Description of the task: Could you filter the records below and keep only the lines with the word "dead"?

Data extracts:
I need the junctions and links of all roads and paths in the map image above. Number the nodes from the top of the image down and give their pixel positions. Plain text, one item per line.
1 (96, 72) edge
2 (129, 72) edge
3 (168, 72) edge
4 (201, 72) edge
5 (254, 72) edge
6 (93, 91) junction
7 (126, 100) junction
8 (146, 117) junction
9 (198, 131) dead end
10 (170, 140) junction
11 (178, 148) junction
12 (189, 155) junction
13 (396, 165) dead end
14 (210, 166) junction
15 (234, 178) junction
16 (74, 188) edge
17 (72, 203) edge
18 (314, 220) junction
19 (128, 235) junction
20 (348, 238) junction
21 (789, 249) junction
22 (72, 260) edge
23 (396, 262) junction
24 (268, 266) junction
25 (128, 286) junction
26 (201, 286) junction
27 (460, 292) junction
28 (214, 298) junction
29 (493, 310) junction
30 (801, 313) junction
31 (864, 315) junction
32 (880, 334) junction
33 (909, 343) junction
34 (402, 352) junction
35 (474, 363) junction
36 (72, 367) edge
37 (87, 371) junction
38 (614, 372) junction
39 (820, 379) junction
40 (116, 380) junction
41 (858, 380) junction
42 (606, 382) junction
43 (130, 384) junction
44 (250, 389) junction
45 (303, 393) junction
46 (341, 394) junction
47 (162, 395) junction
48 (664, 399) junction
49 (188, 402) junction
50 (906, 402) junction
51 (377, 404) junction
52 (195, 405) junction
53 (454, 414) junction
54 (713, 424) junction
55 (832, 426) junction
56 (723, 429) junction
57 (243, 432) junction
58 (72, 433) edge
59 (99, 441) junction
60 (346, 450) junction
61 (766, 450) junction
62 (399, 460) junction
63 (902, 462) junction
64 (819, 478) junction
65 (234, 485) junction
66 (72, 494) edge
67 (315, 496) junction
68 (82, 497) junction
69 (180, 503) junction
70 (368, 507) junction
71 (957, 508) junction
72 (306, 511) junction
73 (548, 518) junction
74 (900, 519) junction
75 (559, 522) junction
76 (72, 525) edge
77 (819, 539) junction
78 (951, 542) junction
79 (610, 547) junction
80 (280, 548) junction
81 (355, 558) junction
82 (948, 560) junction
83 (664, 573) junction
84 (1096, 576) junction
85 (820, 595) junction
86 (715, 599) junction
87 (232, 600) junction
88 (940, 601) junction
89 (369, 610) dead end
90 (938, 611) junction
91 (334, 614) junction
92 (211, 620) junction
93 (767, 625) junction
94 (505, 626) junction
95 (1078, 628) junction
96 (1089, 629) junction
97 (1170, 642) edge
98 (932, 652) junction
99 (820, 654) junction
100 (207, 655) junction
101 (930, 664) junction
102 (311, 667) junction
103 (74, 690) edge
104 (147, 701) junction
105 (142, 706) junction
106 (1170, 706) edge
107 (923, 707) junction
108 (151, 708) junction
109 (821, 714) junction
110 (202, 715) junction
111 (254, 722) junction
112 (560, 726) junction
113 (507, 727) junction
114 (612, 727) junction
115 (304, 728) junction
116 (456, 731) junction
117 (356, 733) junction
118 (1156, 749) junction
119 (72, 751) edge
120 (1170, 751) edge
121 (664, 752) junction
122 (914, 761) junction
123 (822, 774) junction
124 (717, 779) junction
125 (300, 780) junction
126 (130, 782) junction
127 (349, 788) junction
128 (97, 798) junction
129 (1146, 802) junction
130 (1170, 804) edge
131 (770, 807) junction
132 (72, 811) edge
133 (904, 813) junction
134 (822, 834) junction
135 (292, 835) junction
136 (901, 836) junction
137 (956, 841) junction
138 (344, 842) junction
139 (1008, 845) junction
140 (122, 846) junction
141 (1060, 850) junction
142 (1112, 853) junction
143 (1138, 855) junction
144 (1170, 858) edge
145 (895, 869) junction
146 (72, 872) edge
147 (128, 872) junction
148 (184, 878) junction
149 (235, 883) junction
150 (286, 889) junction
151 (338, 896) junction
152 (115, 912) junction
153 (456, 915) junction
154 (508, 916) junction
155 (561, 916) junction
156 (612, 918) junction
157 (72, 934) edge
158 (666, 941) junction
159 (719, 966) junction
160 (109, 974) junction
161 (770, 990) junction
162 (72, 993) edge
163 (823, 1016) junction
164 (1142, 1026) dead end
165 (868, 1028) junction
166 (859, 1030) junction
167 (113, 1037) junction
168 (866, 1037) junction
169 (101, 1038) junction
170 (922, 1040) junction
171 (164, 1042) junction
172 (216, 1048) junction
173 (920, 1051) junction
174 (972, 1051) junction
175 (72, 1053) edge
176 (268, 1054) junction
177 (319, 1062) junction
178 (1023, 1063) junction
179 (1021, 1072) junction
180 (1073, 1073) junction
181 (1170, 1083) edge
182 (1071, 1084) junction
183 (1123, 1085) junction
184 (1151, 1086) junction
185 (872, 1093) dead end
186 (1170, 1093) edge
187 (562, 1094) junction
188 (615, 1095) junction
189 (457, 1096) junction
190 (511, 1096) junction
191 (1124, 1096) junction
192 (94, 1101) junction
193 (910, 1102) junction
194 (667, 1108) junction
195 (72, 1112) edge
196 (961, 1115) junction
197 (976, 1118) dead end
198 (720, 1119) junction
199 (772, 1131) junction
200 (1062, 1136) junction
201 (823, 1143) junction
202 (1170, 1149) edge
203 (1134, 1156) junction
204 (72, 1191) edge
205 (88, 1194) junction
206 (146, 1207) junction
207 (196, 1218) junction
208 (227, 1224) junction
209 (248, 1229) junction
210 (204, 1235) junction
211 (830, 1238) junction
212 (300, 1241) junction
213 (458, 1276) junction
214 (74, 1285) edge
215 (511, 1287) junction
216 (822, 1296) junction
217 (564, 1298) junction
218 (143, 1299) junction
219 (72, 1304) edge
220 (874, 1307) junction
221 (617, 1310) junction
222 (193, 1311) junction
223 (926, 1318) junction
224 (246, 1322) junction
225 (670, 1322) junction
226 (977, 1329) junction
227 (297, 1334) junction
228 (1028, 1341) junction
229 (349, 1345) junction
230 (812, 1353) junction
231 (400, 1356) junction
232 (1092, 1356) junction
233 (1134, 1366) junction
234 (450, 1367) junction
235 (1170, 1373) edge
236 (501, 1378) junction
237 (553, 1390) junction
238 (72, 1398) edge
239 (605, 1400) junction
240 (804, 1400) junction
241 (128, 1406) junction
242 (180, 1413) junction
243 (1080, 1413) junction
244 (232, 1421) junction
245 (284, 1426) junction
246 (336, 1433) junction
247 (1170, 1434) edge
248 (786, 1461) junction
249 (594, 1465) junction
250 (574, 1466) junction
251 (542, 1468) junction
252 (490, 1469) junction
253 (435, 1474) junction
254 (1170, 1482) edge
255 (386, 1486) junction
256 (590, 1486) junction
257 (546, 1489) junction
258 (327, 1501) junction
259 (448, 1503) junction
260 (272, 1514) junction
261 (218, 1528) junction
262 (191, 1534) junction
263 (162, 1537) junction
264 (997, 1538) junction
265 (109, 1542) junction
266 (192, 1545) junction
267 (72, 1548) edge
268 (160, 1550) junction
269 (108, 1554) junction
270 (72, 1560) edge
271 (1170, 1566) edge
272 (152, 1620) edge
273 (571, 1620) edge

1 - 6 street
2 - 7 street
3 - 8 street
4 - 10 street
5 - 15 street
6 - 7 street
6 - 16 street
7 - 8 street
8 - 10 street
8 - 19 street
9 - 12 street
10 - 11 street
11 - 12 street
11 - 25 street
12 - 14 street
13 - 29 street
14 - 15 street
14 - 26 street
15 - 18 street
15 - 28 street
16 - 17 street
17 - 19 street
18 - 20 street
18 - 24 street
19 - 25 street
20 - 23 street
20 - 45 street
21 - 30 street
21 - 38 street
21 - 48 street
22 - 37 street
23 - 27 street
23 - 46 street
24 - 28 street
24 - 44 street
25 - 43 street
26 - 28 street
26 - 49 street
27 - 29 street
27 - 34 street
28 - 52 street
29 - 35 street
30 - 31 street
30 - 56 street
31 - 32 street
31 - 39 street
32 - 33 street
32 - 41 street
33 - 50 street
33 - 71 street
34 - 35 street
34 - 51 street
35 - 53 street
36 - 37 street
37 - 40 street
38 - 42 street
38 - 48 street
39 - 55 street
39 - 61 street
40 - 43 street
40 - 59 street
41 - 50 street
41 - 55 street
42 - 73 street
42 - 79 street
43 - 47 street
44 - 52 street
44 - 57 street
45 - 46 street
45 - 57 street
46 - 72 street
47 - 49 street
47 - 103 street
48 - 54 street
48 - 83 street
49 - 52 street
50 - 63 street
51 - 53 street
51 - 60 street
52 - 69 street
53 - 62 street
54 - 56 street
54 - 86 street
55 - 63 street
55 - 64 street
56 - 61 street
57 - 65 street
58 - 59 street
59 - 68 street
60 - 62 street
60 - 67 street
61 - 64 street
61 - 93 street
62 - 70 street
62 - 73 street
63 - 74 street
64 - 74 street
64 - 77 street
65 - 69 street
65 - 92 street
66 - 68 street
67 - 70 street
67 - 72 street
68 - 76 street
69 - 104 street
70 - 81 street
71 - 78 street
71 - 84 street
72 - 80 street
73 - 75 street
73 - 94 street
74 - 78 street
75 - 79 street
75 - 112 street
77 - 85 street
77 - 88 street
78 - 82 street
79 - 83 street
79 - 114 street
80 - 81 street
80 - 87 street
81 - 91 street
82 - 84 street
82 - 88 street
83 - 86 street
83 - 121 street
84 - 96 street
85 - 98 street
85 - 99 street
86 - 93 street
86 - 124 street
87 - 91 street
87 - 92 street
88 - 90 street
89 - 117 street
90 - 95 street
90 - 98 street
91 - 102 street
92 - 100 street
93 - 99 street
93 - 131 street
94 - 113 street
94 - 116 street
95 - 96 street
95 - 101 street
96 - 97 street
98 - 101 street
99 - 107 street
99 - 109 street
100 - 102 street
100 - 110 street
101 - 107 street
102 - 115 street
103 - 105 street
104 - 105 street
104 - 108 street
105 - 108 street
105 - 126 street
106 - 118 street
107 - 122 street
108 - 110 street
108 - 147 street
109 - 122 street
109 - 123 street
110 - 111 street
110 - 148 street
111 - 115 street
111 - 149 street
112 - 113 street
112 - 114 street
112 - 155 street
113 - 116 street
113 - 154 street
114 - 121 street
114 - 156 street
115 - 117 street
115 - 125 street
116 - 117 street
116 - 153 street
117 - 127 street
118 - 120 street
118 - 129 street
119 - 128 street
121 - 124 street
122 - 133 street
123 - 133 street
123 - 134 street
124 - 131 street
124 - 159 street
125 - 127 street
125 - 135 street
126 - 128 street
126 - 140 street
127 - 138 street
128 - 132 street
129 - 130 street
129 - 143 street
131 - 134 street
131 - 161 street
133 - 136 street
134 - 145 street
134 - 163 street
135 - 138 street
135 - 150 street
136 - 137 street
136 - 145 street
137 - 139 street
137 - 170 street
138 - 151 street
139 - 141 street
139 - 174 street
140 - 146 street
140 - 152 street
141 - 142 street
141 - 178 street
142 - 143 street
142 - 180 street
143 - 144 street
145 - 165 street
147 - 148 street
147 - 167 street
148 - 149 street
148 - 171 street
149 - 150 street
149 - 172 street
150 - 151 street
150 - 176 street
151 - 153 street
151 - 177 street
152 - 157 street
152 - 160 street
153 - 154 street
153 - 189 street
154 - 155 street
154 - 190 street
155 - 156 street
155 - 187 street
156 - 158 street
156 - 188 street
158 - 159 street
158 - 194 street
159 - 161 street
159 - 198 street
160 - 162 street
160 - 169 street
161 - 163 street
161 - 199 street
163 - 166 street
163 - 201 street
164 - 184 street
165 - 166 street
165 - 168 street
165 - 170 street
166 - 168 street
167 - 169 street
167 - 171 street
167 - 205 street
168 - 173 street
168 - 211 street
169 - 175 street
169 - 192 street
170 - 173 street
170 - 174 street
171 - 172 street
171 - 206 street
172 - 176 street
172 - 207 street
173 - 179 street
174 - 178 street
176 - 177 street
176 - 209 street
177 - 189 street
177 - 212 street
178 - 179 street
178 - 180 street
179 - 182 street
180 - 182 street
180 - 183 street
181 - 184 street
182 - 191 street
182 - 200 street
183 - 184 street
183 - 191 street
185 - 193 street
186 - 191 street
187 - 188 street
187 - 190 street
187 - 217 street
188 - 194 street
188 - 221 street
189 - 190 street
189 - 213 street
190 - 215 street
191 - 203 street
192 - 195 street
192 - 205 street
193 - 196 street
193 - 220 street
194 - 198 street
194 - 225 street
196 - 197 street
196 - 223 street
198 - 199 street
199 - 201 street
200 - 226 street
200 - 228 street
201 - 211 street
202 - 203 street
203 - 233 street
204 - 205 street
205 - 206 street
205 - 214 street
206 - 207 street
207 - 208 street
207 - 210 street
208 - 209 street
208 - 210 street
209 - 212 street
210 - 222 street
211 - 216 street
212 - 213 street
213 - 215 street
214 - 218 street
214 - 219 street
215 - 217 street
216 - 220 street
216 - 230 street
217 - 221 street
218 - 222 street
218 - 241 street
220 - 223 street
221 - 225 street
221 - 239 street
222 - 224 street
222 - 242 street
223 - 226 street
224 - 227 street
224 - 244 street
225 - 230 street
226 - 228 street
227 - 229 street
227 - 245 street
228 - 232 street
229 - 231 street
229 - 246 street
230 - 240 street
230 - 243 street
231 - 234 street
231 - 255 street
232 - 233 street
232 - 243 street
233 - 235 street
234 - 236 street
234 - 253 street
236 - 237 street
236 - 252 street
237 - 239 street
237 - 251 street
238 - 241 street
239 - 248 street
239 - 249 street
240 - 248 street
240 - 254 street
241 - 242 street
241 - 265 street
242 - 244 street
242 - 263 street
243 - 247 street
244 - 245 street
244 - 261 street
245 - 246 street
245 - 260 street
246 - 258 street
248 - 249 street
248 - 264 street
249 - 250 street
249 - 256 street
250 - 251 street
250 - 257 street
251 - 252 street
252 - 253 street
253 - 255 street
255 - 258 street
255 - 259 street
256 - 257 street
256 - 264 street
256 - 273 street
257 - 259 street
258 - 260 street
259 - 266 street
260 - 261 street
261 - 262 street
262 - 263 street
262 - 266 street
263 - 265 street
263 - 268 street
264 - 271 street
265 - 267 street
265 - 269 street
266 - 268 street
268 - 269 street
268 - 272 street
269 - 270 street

Answer space:
9 (198, 131) dead end
13 (396, 165) dead end
89 (369, 610) dead end
164 (1142, 1026) dead end
185 (872, 1093) dead end
197 (976, 1118) dead end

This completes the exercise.